Edition Lansman 2016 (in Madame Placard à l'hôpital)
Madame Placard est une commande du Théâtre d’Arras.
Madame Placard est femme de ménage dans une école et raconte son histoire : enfant, elle était insensible et ne connaissait pas la douleur. C’est une maladie orpheline, maladie génétique rare, "l’analgésie congénitale à la douleur". Elle martyrisait donc son corps sans le savoir, était un danger pour elle-même et pour son entourage. Afin de la protéger d’elle-même, ses parents l’enfermaient régulièrement dans un placard. Une nuit, on l’oublia dans le placard…
Un extrait :
A la maison je me cogne dans les meubles me pince les doigts dans les portes empoigne les couteaux par la lame. Ne connaissant pas la limite imposée par la douleur il m’arrive de me laver les mains à l’eau bouillante. Je me brûle sans même m’en rendre compte et martyrise mon corps sans le savoir. Pauvre corps qui passe par toutes les couleurs.
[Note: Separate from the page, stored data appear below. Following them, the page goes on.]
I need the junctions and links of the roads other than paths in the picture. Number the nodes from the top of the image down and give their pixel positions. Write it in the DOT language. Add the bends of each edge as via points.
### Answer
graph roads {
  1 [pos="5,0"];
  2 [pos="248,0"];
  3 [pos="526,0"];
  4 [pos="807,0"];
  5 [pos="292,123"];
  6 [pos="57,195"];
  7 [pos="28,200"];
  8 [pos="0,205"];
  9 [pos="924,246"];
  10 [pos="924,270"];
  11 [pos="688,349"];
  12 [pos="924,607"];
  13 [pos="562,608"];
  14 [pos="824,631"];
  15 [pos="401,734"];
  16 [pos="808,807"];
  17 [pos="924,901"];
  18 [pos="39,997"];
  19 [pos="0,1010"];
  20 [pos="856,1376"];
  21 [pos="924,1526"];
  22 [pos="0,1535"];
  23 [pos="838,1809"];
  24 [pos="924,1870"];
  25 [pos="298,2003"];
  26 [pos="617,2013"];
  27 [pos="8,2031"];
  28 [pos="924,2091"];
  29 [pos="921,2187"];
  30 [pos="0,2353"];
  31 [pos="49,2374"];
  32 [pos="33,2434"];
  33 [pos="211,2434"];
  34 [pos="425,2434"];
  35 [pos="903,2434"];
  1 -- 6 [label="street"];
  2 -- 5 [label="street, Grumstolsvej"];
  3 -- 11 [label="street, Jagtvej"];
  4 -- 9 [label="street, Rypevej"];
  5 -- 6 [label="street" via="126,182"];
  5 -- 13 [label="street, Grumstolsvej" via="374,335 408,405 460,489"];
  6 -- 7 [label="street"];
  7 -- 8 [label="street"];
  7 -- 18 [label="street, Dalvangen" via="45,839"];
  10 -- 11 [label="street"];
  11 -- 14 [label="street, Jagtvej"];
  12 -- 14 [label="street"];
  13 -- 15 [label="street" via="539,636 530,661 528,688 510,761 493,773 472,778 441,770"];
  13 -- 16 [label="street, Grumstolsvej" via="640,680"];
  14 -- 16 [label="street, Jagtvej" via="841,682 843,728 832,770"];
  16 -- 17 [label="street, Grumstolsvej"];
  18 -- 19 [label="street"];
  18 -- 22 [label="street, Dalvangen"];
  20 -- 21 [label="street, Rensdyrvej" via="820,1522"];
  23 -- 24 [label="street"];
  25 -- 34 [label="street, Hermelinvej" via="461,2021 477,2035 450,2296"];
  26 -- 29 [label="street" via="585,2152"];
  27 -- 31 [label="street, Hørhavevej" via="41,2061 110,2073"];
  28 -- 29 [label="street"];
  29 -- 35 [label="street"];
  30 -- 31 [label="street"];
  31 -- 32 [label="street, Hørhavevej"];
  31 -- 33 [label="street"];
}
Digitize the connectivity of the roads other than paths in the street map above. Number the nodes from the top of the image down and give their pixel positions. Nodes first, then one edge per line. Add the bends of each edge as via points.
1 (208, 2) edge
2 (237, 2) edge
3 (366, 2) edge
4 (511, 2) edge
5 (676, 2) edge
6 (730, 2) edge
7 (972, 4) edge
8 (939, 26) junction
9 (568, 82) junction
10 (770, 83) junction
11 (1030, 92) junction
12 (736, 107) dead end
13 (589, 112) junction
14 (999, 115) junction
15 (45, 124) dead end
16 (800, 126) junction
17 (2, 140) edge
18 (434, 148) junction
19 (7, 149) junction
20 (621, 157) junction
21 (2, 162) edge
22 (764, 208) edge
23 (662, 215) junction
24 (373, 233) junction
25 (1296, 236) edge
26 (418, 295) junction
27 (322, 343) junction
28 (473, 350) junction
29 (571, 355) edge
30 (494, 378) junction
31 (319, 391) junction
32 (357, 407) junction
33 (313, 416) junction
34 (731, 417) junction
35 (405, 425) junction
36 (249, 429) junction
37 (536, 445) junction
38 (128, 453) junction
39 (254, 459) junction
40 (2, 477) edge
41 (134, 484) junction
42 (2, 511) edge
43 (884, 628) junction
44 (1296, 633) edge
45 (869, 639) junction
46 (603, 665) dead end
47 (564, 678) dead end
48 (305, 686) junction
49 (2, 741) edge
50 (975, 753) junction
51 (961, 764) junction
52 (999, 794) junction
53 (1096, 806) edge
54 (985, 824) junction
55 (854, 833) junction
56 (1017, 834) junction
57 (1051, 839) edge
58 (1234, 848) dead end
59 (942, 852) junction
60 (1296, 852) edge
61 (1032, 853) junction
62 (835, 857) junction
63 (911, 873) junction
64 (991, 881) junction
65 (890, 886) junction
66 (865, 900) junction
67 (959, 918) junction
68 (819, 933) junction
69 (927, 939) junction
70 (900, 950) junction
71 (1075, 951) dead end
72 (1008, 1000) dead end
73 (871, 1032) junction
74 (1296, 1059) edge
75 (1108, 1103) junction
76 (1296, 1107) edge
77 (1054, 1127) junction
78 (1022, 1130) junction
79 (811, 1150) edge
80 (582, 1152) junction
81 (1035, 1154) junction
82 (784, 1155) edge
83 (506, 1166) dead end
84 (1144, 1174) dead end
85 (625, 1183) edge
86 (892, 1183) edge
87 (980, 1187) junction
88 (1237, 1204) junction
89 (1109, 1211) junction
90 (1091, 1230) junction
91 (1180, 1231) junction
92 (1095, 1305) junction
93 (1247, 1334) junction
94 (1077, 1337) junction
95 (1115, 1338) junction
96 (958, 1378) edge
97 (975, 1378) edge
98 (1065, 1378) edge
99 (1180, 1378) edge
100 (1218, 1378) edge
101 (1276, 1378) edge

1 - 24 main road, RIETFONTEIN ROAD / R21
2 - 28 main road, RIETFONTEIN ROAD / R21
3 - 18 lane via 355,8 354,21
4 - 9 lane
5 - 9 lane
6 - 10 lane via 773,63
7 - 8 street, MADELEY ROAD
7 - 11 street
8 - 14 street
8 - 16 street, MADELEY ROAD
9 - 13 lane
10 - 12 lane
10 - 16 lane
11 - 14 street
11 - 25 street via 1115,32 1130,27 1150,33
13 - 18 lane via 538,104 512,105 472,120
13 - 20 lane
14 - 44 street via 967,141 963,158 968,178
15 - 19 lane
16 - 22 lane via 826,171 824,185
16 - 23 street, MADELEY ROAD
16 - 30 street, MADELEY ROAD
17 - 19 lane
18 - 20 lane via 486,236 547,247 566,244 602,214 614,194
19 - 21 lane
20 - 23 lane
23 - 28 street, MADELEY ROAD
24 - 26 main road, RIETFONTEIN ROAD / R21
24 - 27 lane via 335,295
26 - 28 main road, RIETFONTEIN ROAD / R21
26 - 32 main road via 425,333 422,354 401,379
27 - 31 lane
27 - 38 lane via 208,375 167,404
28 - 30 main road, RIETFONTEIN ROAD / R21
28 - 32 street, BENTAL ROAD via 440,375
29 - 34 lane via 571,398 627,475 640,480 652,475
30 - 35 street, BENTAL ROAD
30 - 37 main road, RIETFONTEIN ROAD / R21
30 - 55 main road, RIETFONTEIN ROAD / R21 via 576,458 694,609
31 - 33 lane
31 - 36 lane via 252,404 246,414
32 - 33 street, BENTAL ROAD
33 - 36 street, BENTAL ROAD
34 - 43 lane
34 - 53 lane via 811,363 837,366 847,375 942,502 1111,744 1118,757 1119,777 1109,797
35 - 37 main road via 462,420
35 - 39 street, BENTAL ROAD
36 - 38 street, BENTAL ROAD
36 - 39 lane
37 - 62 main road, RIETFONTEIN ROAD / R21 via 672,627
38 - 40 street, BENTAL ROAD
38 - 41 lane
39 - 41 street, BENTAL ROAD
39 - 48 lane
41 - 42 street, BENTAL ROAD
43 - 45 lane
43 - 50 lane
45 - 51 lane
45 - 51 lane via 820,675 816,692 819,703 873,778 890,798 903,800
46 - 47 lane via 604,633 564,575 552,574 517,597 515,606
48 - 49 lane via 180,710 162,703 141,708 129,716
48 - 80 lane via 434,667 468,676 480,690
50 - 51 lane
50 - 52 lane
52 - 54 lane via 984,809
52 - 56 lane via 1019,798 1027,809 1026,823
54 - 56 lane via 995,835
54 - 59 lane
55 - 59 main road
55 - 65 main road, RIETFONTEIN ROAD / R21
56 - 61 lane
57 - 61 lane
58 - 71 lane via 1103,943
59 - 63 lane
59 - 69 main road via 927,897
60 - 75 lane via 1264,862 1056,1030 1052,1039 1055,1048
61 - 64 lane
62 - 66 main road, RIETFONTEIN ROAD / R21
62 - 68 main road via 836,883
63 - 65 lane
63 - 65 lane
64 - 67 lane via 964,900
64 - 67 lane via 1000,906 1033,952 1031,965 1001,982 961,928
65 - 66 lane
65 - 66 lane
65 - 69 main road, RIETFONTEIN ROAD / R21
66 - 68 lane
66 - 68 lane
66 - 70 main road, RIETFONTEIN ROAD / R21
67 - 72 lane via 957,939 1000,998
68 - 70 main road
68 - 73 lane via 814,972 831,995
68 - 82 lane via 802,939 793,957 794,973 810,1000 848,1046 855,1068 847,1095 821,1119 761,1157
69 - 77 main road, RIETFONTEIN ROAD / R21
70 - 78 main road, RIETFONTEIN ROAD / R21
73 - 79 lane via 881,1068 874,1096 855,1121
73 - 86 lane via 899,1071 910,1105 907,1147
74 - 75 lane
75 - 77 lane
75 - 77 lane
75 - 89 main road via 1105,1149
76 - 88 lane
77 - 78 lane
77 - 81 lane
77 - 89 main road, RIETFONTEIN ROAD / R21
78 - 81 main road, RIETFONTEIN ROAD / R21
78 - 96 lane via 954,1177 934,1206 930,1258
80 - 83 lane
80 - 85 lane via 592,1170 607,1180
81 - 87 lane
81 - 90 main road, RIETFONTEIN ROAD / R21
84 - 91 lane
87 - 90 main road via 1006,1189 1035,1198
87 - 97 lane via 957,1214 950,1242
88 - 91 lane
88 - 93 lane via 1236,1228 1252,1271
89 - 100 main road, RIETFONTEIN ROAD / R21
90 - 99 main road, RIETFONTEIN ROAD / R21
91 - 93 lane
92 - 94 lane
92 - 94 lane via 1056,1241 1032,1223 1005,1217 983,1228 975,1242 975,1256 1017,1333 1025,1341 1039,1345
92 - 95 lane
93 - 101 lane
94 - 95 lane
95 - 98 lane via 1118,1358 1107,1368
On m’appelle « l’enfant bleue » et je deviens un véritable objet de curiosité pour mes frères et sœurs et pour tout le voisinage. Le soir après l’école on m’exhibe dans la rue. « Venez voir notre petite sœur qui ne connaît pas la douleur. On lui tire les cheveux elle ne sent rien. Qui veut essayer ? En échange d’un billet venez lui pincer les mollets. » Pour me défendre je pique des crises. Devant les curieux assemblés je menace de m’arracher les ongles ou de me retourner les doigts. On crie « Aahh… » à la vue du sang qui dégouline de ma bouche lorsque de colère je me mords la langue. (Temps) Il fallut mettre le holà. Pour me protéger de moi-même et de la curiosité malsaine des familles des alentours on prit l’habitude de m’enfermer dans un placard à balais. Aïe aïe aïe. Dans la cuisine. Entre le mur et le réfrigérateur derrière une porte jaune paille j’ai passé des heures avec le ramasse-poussière le seau la serpillière et le balai. Pas d’allumettes à portée de mains ni d’aiguilles ou de paire de ciseaux encore moins de plaque chauffante : à l’intérieur du placard à balais il ne pouvait rien m’arriver et mes parents respiraient un peu. Oh je n’y restais pas longtemps. Une heure ou deux. Le temps de me calmer.